- Theatrical release poster
- Directed by: Samarth Kadkol
- Written by: Samarth Kadkol Dialogues: Samarth B Kadkol Rahul Parvatikar Sripad Joshi
- Produced by: Samarth B Kadkol Rajesh Keelambi Ranjini Prasanna Gurudath Ganiga
- Starring: Diganth; Dhanu Harsha; Nidhi Subbaiah; Radhika Narayan; Krishna Hebbale; Saurav Lokesh;
- Cinematography: Abhimanyu Sadanandan
- Edited by: Praveen Shivanna
- Music by: Praddyotan
- Production companies: Hyphen Pictures Keelambi Media labs
- Distributed by: Janani Pictures
- Release date: 13 June 2025;
- Running time: 122 minutes
- Country: India
- Language: Kannada

= Edagaiye Apaghatakke Karana =

2025 Kannada comedy film

Edagaiye Apaghatakke Karana ( Left hand is the cause of accident) is a 2025 Indian Kannada black comedy suspense thriller film written and directed by Samarth Kadkol, who co-produced the film with Gurudath Ganiga under Hyphen Pictures and Gurudatha Ganiga Films Banner. The film stars Diganth, Dhanu Harsha, Nidhi Subbaiah in lead roles. The music for the film is composed by Praddyotan and cinematography by Abhimanyu Sadanandan.

== Plot summary ==
Lohith is a mild-mannered, left-handed IT professional who works night shifts from home. Throughout his life, Lohith has struggled against societal biases: his teachers attempted to correct his writing hand, relatives insisted on visiting astrologers, and he's constantly forced to adapt in a world built for right-handers. One evening, on a secret date at his girlfriend Pooja's apartment, casual conversation about the challenges faced by left-handers turns tense when an unexpected accident occurs. Lohith suddenly finds himself entangled in a high-stakes scenario—locked inside the apartment, he must contend with evidence of violence and multiple bodies as unforeseen events cascade around him.

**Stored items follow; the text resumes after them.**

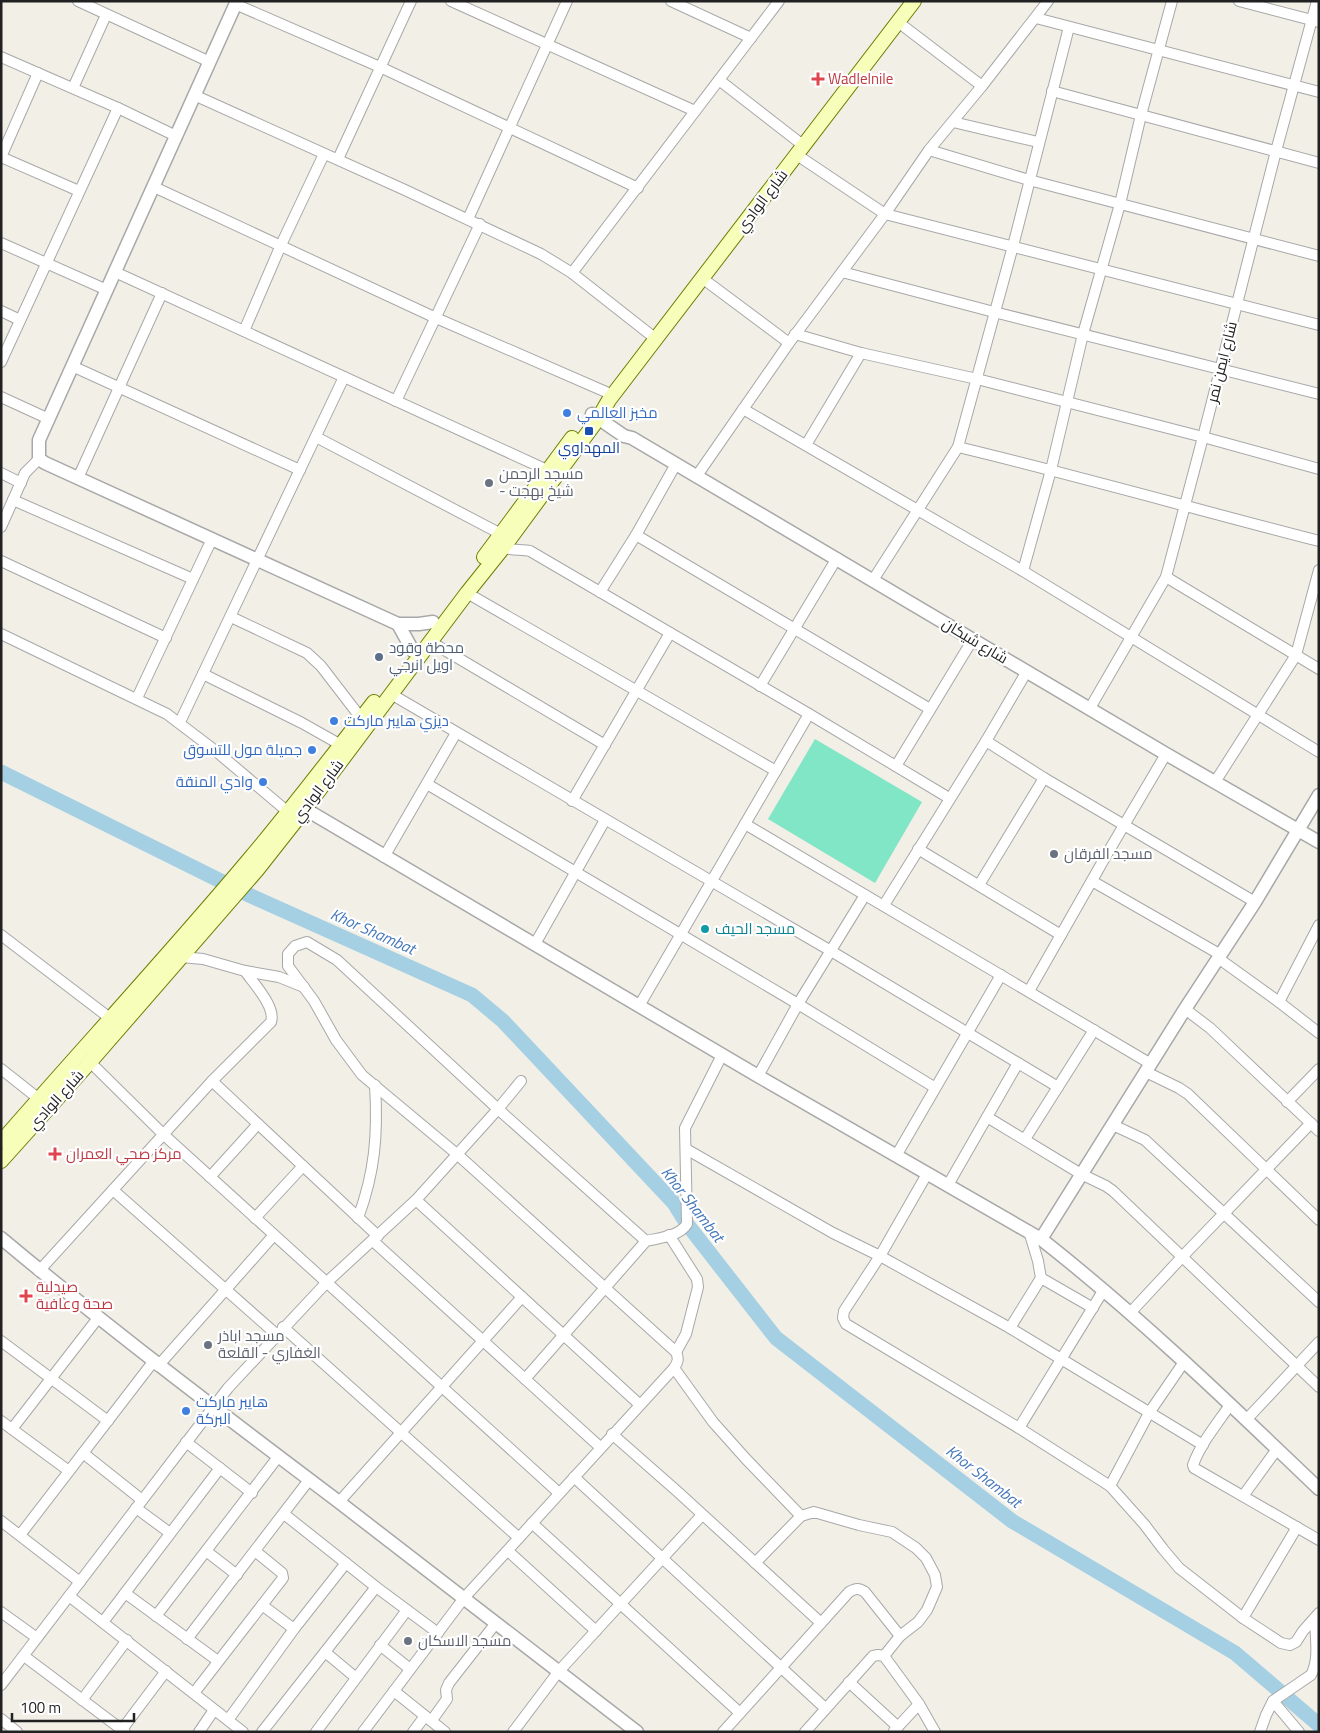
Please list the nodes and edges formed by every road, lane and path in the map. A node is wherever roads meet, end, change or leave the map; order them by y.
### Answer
1 (78, 1) edge
2 (411, 1) edge
3 (451, 1) edge
4 (567, 1) edge
5 (671, 1) edge
6 (779, 1) edge
7 (914, 1) edge
8 (1048, 1) edge
9 (1172, 1) edge
10 (1239, 1) edge
11 (1317, 1) edge
12 (236, 2) edge
13 (97, 6) edge
14 (106, 15) junction
15 (1036, 18) junction
16 (1315, 21) edge
17 (898, 22) junction
18 (1069, 26) junction
19 (751, 38) junction
20 (547, 44) junction
21 (1160, 51) junction
22 (1, 57) edge
23 (210, 62) junction
24 (380, 67) junction
25 (38, 73) junction
26 (719, 80) junction
27 (1294, 85) junction
28 (982, 86) junction
29 (73, 88) junction
30 (1052, 91) junction
31 (1319, 92) edge
32 (194, 95) junction
33 (118, 108) junction
34 (695, 111) junction
35 (1141, 115) junction
36 (953, 122) junction
37 (509, 128) junction
38 (176, 136) junction
39 (1038, 142) junction
40 (800, 150) junction
41 (929, 150) junction
42 (1276, 151) junction
43 (324, 154) junction
44 (338, 159) junction
45 (1319, 162) edge
46 (1029, 180) junction
47 (154, 186) junction
48 (638, 188) junction
49 (80, 190) junction
50 (1120, 204) junction
51 (884, 214) junction
52 (468, 219) junction
53 (480, 224) junction
54 (1253, 238) junction
55 (1, 243) edge
56 (281, 245) junction
57 (1013, 246) junction
58 (1319, 256) edge
59 (46, 263) junction
60 (1102, 270) junction
61 (115, 272) junction
62 (842, 272) junction
63 (572, 273) junction
64 (702, 278) junction
65 (106, 290) junction
66 (162, 293) junction
67 (1237, 303) junction
68 (1, 311) edge
69 (994, 312) junction
70 (436, 318) junction
71 (20, 320) junction
72 (1319, 325) edge
73 (244, 331) junction
74 (1083, 334) junction
75 (656, 339) junction
76 (792, 339) junction
77 (861, 353) junction
78 (1, 362) edge
79 (72, 366) junction
80 (1220, 368) junction
81 (344, 377) junction
82 (977, 380) junction
83 (119, 388) junction
84 (1319, 394) edge
85 (1, 397) edge
86 (611, 398) junction
87 (396, 401) junction
88 (1067, 403) junction
89 (743, 409) junction
90 (597, 414) junction
91 (48, 419) junction
92 (316, 437) junction
93 (1204, 437) junction
94 (806, 445) junction
95 (958, 447) junction
96 (39, 459) junction
97 (676, 464) junction
98 (1319, 469) edge
99 (300, 470) junction
100 (547, 470) junction
101 (1051, 470) junction
102 (1, 474) edge
103 (696, 477) junction
104 (78, 478) junction
105 (21, 483) junction
106 (13, 500) junction
107 (1185, 507) junction
108 (918, 509) junction
109 (1, 527) edge
110 (636, 535) junction
111 (212, 539) junction
112 (1319, 541) edge
113 (500, 542) junction
114 (837, 558) junction
115 (1, 560) edge
116 (257, 560) junction
117 (1319, 570) edge
118 (1023, 571) junction
119 (1166, 577) junction
120 (193, 579) junction
121 (873, 580) junction
122 (600, 592) junction
123 (467, 593) junction
124 (1308, 609) junction
125 (1319, 612) edge
126 (231, 617) junction
127 (433, 622) junction
128 (398, 624) junction
129 (795, 628) junction
130 (670, 633) junction
131 (1, 634) edge
132 (1132, 637) junction
133 (166, 638) junction
134 (972, 639) junction
135 (431, 642) junction
136 (412, 651) junction
137 (1296, 655) junction
138 (1319, 669) edge
139 (1027, 671) junction
140 (203, 674) junction
141 (760, 686) junction
142 (637, 691) junction
143 (391, 694) junction
144 (137, 698) junction
145 (1090, 708) junction
146 (930, 709) junction
147 (809, 714) junction
148 (1258, 714) junction
149 (362, 718) junction
150 (180, 722) junction
151 (456, 733) junction
152 (986, 742) junction
153 (341, 745) junction
154 (605, 745) junction
155 (1319, 752) edge
156 (1166, 754) junction
157 (896, 766) junction
158 (776, 772) junction
159 (1044, 778) junction
160 (1215, 782) junction
161 (427, 784) junction
162 (1319, 795) edge
163 (949, 798) junction
164 (572, 801) junction
165 (305, 810) junction
166 (288, 812) junction
167 (605, 820) junction
168 (746, 824) junction
169 (1124, 826) junction
170 (1297, 830) junction
171 (1319, 842) edge
172 (918, 849) junction
173 (384, 857) junction
174 (252, 866) junction
175 (576, 872) junction
176 (1092, 881) junction
177 (712, 882) junction
178 (979, 885) junction
179 (865, 894) junction
180 (220, 902) junction
181 (1254, 902) junction
182 (884, 905) junction
183 (1319, 925) edge
184 (1, 935) edge
185 (680, 935) junction
186 (1062, 935) junction
187 (1315, 939) edge
188 (535, 944) junction
189 (831, 951) junction
190 (181, 956) junction
191 (1219, 956) junction
192 (245, 972) junction
193 (1001, 975) junction
194 (305, 988) junction
195 (1029, 991) junction
196 (1279, 1002) junction
197 (798, 1004) junction
198 (639, 1006) junction
199 (1186, 1009) junction
200 (111, 1019) junction
201 (1094, 1030) junction
202 (966, 1032) junction
203 (1319, 1033) edge
204 (722, 1055) junction
205 (90, 1062) junction
206 (1018, 1063) junction
207 (1148, 1068) junction
208 (1, 1069) edge
209 (1319, 1069) edge
210 (758, 1076) junction
211 (212, 1081) junction
212 (521, 1081) dead end
213 (375, 1085) junction
214 (934, 1087) junction
215 (1058, 1087) junction
216 (39, 1099) junction
217 (1287, 1102) junction
218 (498, 1109) junction
219 (987, 1117) junction
220 (1311, 1123) junction
221 (258, 1124) junction
222 (1113, 1125) junction
223 (1319, 1131) edge
224 (164, 1135) junction
225 (1025, 1139) junction
226 (1, 1142) edge
227 (686, 1149) junction
228 (458, 1155) junction
229 (896, 1156) junction
230 (1, 1162) edge
231 (303, 1166) junction
232 (1266, 1170) junction
233 (927, 1174) junction
234 (1081, 1174) junction
235 (210, 1177) junction
236 (948, 1185) junction
237 (113, 1190) junction
238 (416, 1200) junction
239 (1224, 1213) junction
240 (255, 1218) junction
241 (358, 1218) junction
242 (1319, 1220) edge
243 (1029, 1231) junction
244 (274, 1235) junction
245 (669, 1235) junction
246 (1, 1238) edge
247 (376, 1238) junction
248 (1042, 1239) junction
249 (646, 1241) junction
250 (880, 1256) junction
251 (1182, 1257) junction
252 (39, 1271) junction
253 (1041, 1278) junction
254 (327, 1282) junction
255 (605, 1288) junction
256 (225, 1289) junction
257 (1103, 1291) junction
258 (522, 1297) junction
259 (1319, 1302) edge
260 (1093, 1308) junction
261 (1130, 1313) junction
262 (98, 1318) junction
263 (1010, 1328) junction
264 (280, 1331) junction
265 (563, 1336) junction
266 (483, 1340) junction
267 (1, 1341) edge
268 (1319, 1342) edge
269 (676, 1352) junction
270 (1060, 1360) junction
271 (1184, 1362) junction
272 (155, 1364) junction
273 (1296, 1366) junction
274 (674, 1368) junction
275 (51, 1378) junction
276 (525, 1379) junction
277 (442, 1387) junction
278 (1319, 1387) edge
279 (639, 1404) junction
280 (1230, 1405) junction
281 (212, 1408) junction
282 (1149, 1413) junction
283 (1246, 1420) junction
284 (108, 1421) junction
285 (1, 1422) edge
286 (1019, 1428) junction
287 (12, 1429) junction
288 (401, 1433) junction
289 (612, 1434) junction
290 (186, 1442) junction
291 (1203, 1445) junction
292 (600, 1447) junction
293 (1277, 1449) junction
294 (83, 1453) junction
295 (278, 1457) junction
296 (220, 1468) junction
297 (69, 1471) junction
298 (574, 1477) junction
299 (309, 1480) junction
300 (1110, 1486) junction
301 (1319, 1490) edge
302 (252, 1493) junction
303 (560, 1493) junction
304 (1244, 1496) junction
305 (339, 1502) junction
306 (139, 1504) junction
307 (284, 1514) junction
308 (702, 1515) junction
309 (801, 1516) junction
310 (1, 1521) edge
311 (532, 1523) junction
312 (1296, 1527) junction
313 (170, 1534) junction
314 (20, 1535) junction
315 (519, 1538) junction
316 (1319, 1540) edge
317 (206, 1550) junction
318 (255, 1551) junction
319 (508, 1551) junction
320 (662, 1558) junction
321 (346, 1562) junction
322 (756, 1563) junction
323 (237, 1575) junction
324 (80, 1582) junction
325 (376, 1587) junction
326 (125, 1593) junction
327 (69, 1596) junction
328 (464, 1598) junction
329 (621, 1604) junction
330 (262, 1605) junction
331 (407, 1610) junction
332 (1, 1612) edge
333 (156, 1616) junction
334 (1317, 1616) edge
335 (1243, 1618) junction
336 (103, 1622) junction
337 (496, 1623) junction
338 (821, 1623) junction
339 (294, 1629) junction
340 (596, 1631) junction
341 (438, 1633) junction
342 (900, 1636) junction
343 (37, 1638) junction
344 (187, 1639) junction
345 (126, 1640) junction
346 (380, 1645) junction
347 (325, 1652) junction
348 (24, 1656) junction
349 (884, 1656) junction
350 (218, 1661) junction
351 (781, 1667) junction
352 (410, 1669) junction
353 (166, 1671) junction
354 (558, 1671) junction
355 (356, 1677) junction
356 (849, 1682) junction
357 (1, 1685) edge
358 (394, 1691) junction
359 (194, 1693) junction
360 (82, 1700) junction
361 (1273, 1701) junction
362 (919, 1704) junction
363 (825, 1708) junction
364 (214, 1710) junction
365 (740, 1713) junction
366 (429, 1718) junction
367 (1, 1719) edge
368 (228, 1720) junction
369 (896, 1729) edge
370 (809, 1730) edge
371 (122, 1731) edge
372 (516, 1731) edge
373 (18, 1732) edge
374 (199, 1732) edge
375 (243, 1732) edge
376 (262, 1732) edge
377 (316, 1732) edge
378 (363, 1732) edge
379 (413, 1732) edge
380 (445, 1732) edge
381 (637, 1732) edge
382 (723, 1732) edge
383 (935, 1732) edge
384 (1260, 1732) edge
385 (1299, 1732) edge

1 - 13 street
2 - 24 street
3 - 20 street
4 - 20 street
5 - 19 street
6 - 19 street
7 - 17 main road, شارع الوادي
8 - 15 street
9 - 21 street
10 - 16 street
11 - 16 street, شارع ايمن نمر
12 - 23 street
12 - 24 street
13 - 14 street
14 - 23 street
14 - 29 street
15 - 18 street
15 - 28 street
16 - 27 street, شارع ايمن نمر
17 - 28 street
17 - 40 main road, شارع الوادي
18 - 21 street
18 - 30 street
19 - 26 street
20 - 34 street
20 - 37 street
21 - 27 street
21 - 35 street
22 - 25 street
23 - 32 street
24 - 37 street
24 - 44 street
25 - 29 street
25 - 49 street
26 - 34 street
26 - 40 street
27 - 31 street
27 - 42 street, شارع ايمن نمر
28 - 36 street
29 - 33 street
30 - 35 street
30 - 39 street
32 - 38 street
32 - 43 street
33 - 38 street
33 - 49 street
34 - 48 street
35 - 42 street
35 - 50 street
36 - 39 street
36 - 41 street
37 - 48 street
37 - 52 street
38 - 47 street
39 - 46 street
40 - 51 street
40 - 64 main road, شارع الوادي
41 - 46 street
41 - 51 street
42 - 45 street
42 - 54 street, شارع ايمن نمر
43 - 44 street
43 - 56 street
44 - 52 street
46 - 50 street
46 - 57 street
47 - 56 street
47 - 61 street
48 - 63 street
49 - 59 street
50 - 54 street
50 - 60 street
51 - 57 street
51 - 62 street
52 - 53 street
53 - 63 street
53 - 70 street
54 - 58 street
54 - 67 street, شارع ايمن نمر
55 - 59 street
56 - 70 street
56 - 73 street
57 - 60 street
57 - 69 street
59 - 65 street
59 - 71 street
60 - 67 street
60 - 74 street
61 - 65 street
61 - 66 street
62 - 69 street
62 - 76 street
63 - 75 street
64 - 75 main road, شارع الوادي
64 - 76 street
65 - 79 street
66 - 73 street
66 - 83 street
67 - 72 street
67 - 80 street, شارع ايمن نمر
68 - 71 street
69 - 74 street
69 - 82 street
70 - 86 street
70 - 87 street
71 - 78 street
73 - 81 street
74 - 80 street
74 - 88 street
75 - 86 main road, شارع الوادي
76 - 77 street
76 - 89 street
77 - 82 street
77 - 94 street
79 - 83 street
79 - 91 street
80 - 84 street
80 - 93 street, شارع ايمن نمر
81 - 87 street
81 - 92 street
82 - 88 street
82 - 95 street
83 - 99 street
83 - 104 street
85 - 91 street
86 - 90 main road, شارع الوادي
87 - 100 street
88 - 93 street
88 - 101 street
89 - 94 street
89 - 103 street
90 - 97 street, شارع شيكان
90 - 100 main road, شارع الوادي
90 - 113 main road, شارع الوادي
91 - 96 street
92 - 99 street
92 - 113 street
93 - 98 street
93 - 107 street, شارع ايمن نمر
94 - 108 street
95 - 101 street
95 - 108 street
96 - 104 street
96 - 105 street
97 - 103 street, شارع شيكان
97 - 110 street
99 - 116 street
100 - 113 main road, شارع الوادي
101 - 107 street
101 - 118 street
102 - 105 street
103 - 114 street, شارع شيكان
104 - 111 street
105 - 106 street
106 - 109 street
106 - 120 street
107 - 112 street
107 - 119 street, شارع ايمن نمر
108 - 118 street
108 - 121 street
110 - 122 street
110 - 129 street
111 - 116 street
111 - 120 street
113 - 122 street
113 - 123 main road, شارع الوادي
113 - 127 main road, شارع الوادي
114 - 121 street, شارع شيكان
114 - 129 street
115 - 133 street
116 - 126 street
116 - 128 street
117 - 124 street
118 - 132 street
119 - 132 street, شارع ايمن نمر
119 - 137 street
120 - 133 street
121 - 134 street, شارع شيكان
122 - 130 street
123 - 135 main road, شارع الوادي
123 - 142 street
124 - 125 street
124 - 137 street
126 - 140 street
126 - 149 street
127 - 128 street
127 - 136 main road, شارع الوادي
128 - 136 street
129 - 141 street
129 - 146 street
130 - 141 street
130 - 142 street
131 - 144 street
132 - 145 street, شارع ايمن نمر
132 - 148 street
133 - 144 street
134 - 139 street, شارع شيكان
134 - 146 street
135 - 143 main road, شارع الوادي
135 - 154 street
136 - 149 main road, شارع الوادي
137 - 138 street
137 - 148 street
139 - 145 street, شارع شيكان
139 - 152 street
140 - 150 street
140 - 153 street
141 - 147 street
142 - 154 street
142 - 158 street
143 - 151 street
143 - 165 main road, شارع الوادي
144 - 150 street
145 - 156 street, شارع شيكان
146 - 157 street
147 - 157 street
147 - 158 street
148 - 155 street
148 - 160 street
149 - 153 main road, شارع الوادي
150 - 166 street
151 - 161 street
151 - 164 street
152 - 159 street
152 - 163 street
153 - 166 main road, شارع الوادي
154 - 164 street
156 - 160 street, شارع شيكان
156 - 169 street
157 - 163 street
158 - 168 street
159 - 169 street
159 - 178 street
160 - 170 street, شارع شيكان
161 - 173 street
161 - 175 street
162 - 170 street
163 - 172 street
164 - 167 street
165 - 173 street
165 - 174 main road, شارع الوادي
166 - 174 main road, شارع الوادي
167 - 175 street
167 - 177 street
168 - 177 street
168 - 179 street
169 - 176 street
169 - 181 street
170 - 171 street, شارع شيكان
170 - 181 street
172 - 178 street
172 - 182 street
173 - 188 street
174 - 180 main road, شارع الوادي
175 - 185 street
175 - 188 street
176 - 186 street
176 - 191 street
177 - 185 street
177 - 189 street
178 - 186 street
179 - 182 street
179 - 189 street
180 - 190 main road, شارع الوادي
180 - 200 main road, شارع الوادي
181 - 191 street
182 - 193 street
183 - 187 street
184 - 200 street
185 - 197 street
185 - 198 street
186 - 195 street
187 - 196 street
188 - 198 street
189 - 197 street
189 - 202 street
190 - 192 street
190 - 205 main road, شارع الوادي
191 - 196 street
191 - 199 street
192 - 194 street
192 - 211 street
193 - 195 street
193 - 202 street
194 - 213 street
194 - 218 street
195 - 201 street
196 - 203 street
197 - 210 street
197 - 214 street
198 - 204 street
199 - 207 street
199 - 217 street
200 - 216 main road, شارع الوادي
201 - 207 street
201 - 215 street
202 - 206 street
202 - 214 street
204 - 210 street
204 - 227 street
205 - 224 street
205 - 230 main road, شارع الوادي
206 - 215 street
206 - 219 street
207 - 222 street
207 - 232 street
208 - 216 street
209 - 217 street
210 - 229 street
211 - 221 street
211 - 224 street
212 - 218 street
213 - 228 street
213 - 241 street
214 - 229 street
215 - 225 street
216 - 226 main road, شارع الوادي
217 - 220 street
218 - 228 street
218 - 249 street
219 - 225 street
219 - 236 street
220 - 223 street
220 - 232 street
221 - 231 street
221 - 235 street
222 - 234 street
222 - 239 street
224 - 235 street
224 - 237 street
225 - 234 street
227 - 245 street
227 - 250 street
228 - 238 street
228 - 255 street
229 - 233 street
231 - 240 street
231 - 241 street
232 - 239 street
232 - 242 street
233 - 236 street
233 - 250 street
234 - 248 street
234 - 251 street
235 - 240 street
236 - 243 street
237 - 252 street
237 - 256 street
238 - 247 street
238 - 258 street
239 - 251 street
239 - 259 street
240 - 244 street
241 - 247 street
243 - 248 street
243 - 253 street
244 - 254 street
244 - 256 street
245 - 249 street
245 - 269 street
246 - 252 street
247 - 254 street
247 - 266 street
248 - 257 street
249 - 255 street
250 - 263 street
250 - 286 street
251 - 261 street
251 - 273 street
252 - 262 street
253 - 260 street
253 - 263 street
254 - 264 street
254 - 277 street
255 - 265 street
255 - 269 street
256 - 264 street
256 - 272 street
257 - 260 street
257 - 261 street
258 - 265 street
258 - 266 street
260 - 270 street
261 - 271 street
262 - 272 street
262 - 275 street
263 - 270 street
264 - 281 street
264 - 288 street
265 - 276 street
265 - 279 street
266 - 276 street
266 - 277 street
267 - 275 street
268 - 273 street
269 - 274 street
270 - 282 street
270 - 286 street
271 - 280 street
271 - 282 street
272 - 281 street
272 - 284 street
273 - 278 street
273 - 283 street
274 - 279 street
274 - 309 street
275 - 284 street
275 - 287 street
276 - 292 street
277 - 288 street
277 - 303 street
279 - 289 street
280 - 283 street
280 - 291 street
281 - 290 street
281 - 295 street
282 - 291 street
282 - 300 street
283 - 293 street
284 - 294 street
285 - 287 street
286 - 300 street
287 - 297 street
288 - 305 street
288 - 315 street
289 - 292 street
289 - 308 street
290 - 296 street
290 - 306 street
291 - 304 street
292 - 298 street
293 - 301 street
293 - 304 street
294 - 297 street
294 - 306 street
295 - 299 street
295 - 302 street
296 - 302 street
296 - 313 street
297 - 314 street
298 - 303 street
298 - 320 street
299 - 305 street
299 - 307 street
300 - 335 street
302 - 317 street
303 - 311 street
304 - 312 street
305 - 328 street
306 - 313 street
306 - 324 street
307 - 318 street
307 - 321 street
308 - 320 street
308 - 322 street
309 - 322 street
309 - 342 street
310 - 314 street
311 - 315 street
311 - 329 street
312 - 316 street
312 - 335 street
313 - 326 street
314 - 324 street
315 - 319 street
317 - 323 street
317 - 333 street
318 - 323 street
318 - 330 street
319 - 328 street
319 - 340 street
320 - 329 street
320 - 351 street
321 - 325 street
321 - 339 street
322 - 338 street
323 - 344 street
324 - 327 street
325 - 331 street
325 - 347 street
326 - 333 street
326 - 336 street
327 - 336 street
327 - 343 street
328 - 337 street
328 - 341 street
329 - 340 street
329 - 365 street
330 - 339 street
330 - 350 street
331 - 341 street
331 - 346 street
332 - 343 street
333 - 344 street
334 - 335 street
334 - 361 street
336 - 345 street
337 - 354 street
337 - 366 street
338 - 342 street
338 - 351 street
339 - 368 street
340 - 354 street
341 - 352 street
342 - 349 street
343 - 348 street
344 - 350 street
345 - 353 street
345 - 360 street
346 - 352 street
346 - 355 street
347 - 355 street
347 - 376 street
348 - 357 street
348 - 360 street
349 - 356 street
349 - 362 street
350 - 359 street
351 - 363 street
351 - 365 street
352 - 358 street
353 - 359 street
353 - 371 street
354 - 372 street
354 - 381 street
355 - 377 street
356 - 363 street
356 - 369 street
358 - 366 street
358 - 378 street
359 - 364 street
360 - 371 street
361 - 384 street
361 - 385 street
362 - 369 street
362 - 383 street
363 - 370 street
364 - 368 street
364 - 374 street
365 - 382 street
366 - 379 street
366 - 380 street
367 - 373 street
368 - 375 street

In flashbacks and dialogue, the film reveals how small inconveniences—like using right-handed tools or awkward handshakes—fuel a growing sense of paranoia. The date evening spirals into chaos when an unexpected death implicates Lohith, plunging him into a criminal web involving three corpses, a suspicious police inspector, and a mysterious stranger known only as “Casper”. A pivotal moment arrives when a stranger (played by Nirup Bhandari in a cameo) intervenes as Lohith contemplates suicide on his rooftop. This intervention redirects the narrative into darker territory and catalyzes a chain of darkly comedic and suspenseful developments.

The narrative leads to a climax where Lohith must confront the real culprits behind the mess, expose the manipulations of major players (such as Pooja's uncle and other suspicious figures), and clear his name. The tone throughout balances whimsical dark comedy with escalating suspense, culminating in a resolution that reveals hidden truths while maintaining a clever detachment from melodrama.

== Production ==
Samarth Kadkol who had directed short films and worked as associate director for Kotigobba 3 was set to make his feature film debut with Antagoni Shetty starring Rishab Shetty. However the same could not materialize owing to covid pandemic and delays.

He then announced his debut movie on 13 August 2021 on occasion of International Lefthander's day with Diganth set to star as the lead actor. A year later on the same day Dhanu Harsha who was one of the runner-up of Bengaluru round of Times Fresh Face, 2022 was reported to play one of the lead role in the film. Further it was reported that Nidhi Subbaiah was teaming up with Diganth after 12 years of their successful film Pancharangi. A few days later Radhika Narayan joined the cast of the film for a prominent role. Nirup Bhandari was said to play an extended cameo role in the film.

The film went on floors on 9 September 2022 in Yelahanka, Bengaluru where majority of the shooting took place, after Diganth recovered from his injury. Dubbing of the film began around May 2023.

== Soundtrack ==
Ajaneesh Loknath was said to be composing the music for the film when announced, however later Praddyotan was chose to compose the music and background score of the film.

== Release ==

=== Marketing ===
The film teamed up with Vega helmets and released a special helmet for left handers on occasion of International Left hander's day on 13 August 2023. The team released special posters of the film on occasion of Deepavali in 2023, Birthdays of the lead actors Diganth, Dhanu Harsha, Nidhi Subbaiah and for New Year and Sankaranti in 2024. The teaser of the film was released on 28 December 2023 on Diganth's birthday by Kichcha Sudeep.

=== Theatrical release ===
The film was set to be released in February 2024; however, it was later postponed.